### TASK BRIEF
Look through the material below, count the lines containing the word "nostro", and state only the count.

:: PROVIDED ENTRIES ::

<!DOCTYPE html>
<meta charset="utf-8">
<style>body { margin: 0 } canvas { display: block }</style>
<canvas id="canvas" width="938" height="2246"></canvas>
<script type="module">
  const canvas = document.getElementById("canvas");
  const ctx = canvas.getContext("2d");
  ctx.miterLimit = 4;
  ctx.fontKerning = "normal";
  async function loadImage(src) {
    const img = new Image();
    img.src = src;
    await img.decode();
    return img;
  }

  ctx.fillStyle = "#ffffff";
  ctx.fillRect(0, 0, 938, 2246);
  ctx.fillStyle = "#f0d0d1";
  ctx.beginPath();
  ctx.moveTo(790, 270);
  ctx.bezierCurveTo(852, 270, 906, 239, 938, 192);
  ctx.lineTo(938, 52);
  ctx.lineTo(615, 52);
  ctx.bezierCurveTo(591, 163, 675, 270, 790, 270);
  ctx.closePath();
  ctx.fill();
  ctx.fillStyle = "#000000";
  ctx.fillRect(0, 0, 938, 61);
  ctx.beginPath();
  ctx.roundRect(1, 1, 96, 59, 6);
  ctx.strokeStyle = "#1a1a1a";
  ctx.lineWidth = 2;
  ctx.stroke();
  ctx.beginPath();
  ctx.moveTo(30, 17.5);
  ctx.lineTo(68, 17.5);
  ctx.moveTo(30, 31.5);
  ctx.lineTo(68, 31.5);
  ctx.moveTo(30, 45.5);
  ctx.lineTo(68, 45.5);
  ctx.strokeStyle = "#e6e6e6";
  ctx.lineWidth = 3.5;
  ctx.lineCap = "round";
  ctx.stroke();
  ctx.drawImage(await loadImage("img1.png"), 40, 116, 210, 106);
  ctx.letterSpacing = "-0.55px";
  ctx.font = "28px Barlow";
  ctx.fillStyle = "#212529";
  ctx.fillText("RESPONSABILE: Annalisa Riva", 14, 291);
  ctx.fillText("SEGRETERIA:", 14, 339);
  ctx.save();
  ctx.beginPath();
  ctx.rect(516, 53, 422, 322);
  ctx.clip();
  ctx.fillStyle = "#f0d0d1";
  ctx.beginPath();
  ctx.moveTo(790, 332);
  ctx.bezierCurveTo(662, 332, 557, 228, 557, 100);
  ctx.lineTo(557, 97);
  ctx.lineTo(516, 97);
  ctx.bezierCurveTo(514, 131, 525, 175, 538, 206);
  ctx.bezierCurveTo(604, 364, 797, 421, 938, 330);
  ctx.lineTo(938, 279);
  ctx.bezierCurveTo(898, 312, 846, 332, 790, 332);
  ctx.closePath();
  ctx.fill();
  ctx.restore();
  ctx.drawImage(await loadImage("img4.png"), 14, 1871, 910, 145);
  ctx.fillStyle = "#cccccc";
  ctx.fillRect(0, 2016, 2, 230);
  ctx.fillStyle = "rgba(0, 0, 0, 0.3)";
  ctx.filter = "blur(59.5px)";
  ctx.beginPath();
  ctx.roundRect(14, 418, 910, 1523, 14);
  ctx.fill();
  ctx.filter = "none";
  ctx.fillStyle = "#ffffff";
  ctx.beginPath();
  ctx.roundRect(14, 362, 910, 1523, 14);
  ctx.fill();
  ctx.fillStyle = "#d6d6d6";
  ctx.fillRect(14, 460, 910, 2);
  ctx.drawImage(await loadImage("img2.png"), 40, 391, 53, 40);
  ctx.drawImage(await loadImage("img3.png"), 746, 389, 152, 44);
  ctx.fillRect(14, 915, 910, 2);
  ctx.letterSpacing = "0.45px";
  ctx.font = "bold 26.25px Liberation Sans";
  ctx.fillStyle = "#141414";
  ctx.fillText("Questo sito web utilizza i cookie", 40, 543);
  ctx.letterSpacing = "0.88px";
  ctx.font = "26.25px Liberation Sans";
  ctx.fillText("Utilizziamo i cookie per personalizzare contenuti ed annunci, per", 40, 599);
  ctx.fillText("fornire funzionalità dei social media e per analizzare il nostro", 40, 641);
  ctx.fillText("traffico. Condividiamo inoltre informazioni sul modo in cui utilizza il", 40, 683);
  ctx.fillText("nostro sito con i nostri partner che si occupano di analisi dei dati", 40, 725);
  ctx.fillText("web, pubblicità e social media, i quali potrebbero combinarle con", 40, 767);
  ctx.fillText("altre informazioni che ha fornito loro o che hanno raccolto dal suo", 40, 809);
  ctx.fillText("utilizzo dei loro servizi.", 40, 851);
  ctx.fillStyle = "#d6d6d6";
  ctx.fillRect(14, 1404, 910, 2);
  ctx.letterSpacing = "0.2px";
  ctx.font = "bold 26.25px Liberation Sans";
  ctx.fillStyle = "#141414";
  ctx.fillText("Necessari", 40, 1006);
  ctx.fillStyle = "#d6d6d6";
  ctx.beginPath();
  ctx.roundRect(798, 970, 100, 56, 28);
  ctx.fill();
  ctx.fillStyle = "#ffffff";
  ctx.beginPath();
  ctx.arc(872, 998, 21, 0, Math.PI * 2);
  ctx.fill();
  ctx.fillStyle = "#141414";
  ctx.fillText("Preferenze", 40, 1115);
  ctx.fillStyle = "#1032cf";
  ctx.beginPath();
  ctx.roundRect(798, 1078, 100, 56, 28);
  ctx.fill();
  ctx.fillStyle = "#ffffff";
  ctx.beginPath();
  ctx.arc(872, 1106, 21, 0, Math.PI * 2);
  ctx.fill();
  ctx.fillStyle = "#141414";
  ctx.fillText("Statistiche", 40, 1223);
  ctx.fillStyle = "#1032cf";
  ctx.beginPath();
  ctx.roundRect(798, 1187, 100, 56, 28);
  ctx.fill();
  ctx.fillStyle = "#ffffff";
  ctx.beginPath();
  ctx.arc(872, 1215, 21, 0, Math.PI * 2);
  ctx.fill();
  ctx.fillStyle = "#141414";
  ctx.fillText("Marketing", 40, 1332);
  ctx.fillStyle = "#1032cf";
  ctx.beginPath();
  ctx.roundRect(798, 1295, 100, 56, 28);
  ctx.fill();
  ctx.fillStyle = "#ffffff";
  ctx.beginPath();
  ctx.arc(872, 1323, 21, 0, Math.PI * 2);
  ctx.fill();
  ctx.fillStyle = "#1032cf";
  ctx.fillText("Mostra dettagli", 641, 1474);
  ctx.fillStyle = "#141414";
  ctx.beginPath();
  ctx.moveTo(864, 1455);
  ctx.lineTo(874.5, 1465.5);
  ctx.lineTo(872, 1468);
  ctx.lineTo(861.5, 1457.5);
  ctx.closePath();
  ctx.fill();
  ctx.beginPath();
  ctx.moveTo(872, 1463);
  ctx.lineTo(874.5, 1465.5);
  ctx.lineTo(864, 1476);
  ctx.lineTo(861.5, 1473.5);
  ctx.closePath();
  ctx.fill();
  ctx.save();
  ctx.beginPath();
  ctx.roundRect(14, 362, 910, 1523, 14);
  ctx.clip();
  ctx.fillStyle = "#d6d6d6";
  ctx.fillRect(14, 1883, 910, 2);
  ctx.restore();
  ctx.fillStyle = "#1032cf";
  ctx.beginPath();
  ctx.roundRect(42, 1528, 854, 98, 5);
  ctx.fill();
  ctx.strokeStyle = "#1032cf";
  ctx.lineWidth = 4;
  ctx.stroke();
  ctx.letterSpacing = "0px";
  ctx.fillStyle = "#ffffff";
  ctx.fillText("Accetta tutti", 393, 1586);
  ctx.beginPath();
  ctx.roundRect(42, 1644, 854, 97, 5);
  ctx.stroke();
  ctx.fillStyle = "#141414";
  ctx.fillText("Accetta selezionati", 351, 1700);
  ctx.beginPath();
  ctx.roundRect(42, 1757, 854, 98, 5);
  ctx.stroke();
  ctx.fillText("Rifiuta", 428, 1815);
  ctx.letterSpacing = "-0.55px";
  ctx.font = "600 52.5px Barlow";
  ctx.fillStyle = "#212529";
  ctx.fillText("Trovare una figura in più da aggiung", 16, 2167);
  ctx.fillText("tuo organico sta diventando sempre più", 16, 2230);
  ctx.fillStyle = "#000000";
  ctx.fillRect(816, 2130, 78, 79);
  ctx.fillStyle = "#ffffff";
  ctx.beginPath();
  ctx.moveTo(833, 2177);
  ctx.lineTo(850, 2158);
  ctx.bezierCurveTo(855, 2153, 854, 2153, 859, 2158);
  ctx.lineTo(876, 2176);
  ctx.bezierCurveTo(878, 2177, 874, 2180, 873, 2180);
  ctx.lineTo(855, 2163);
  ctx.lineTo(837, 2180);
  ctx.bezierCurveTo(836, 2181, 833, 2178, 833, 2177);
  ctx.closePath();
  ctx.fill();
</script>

:::

### TASK RESPONSE
2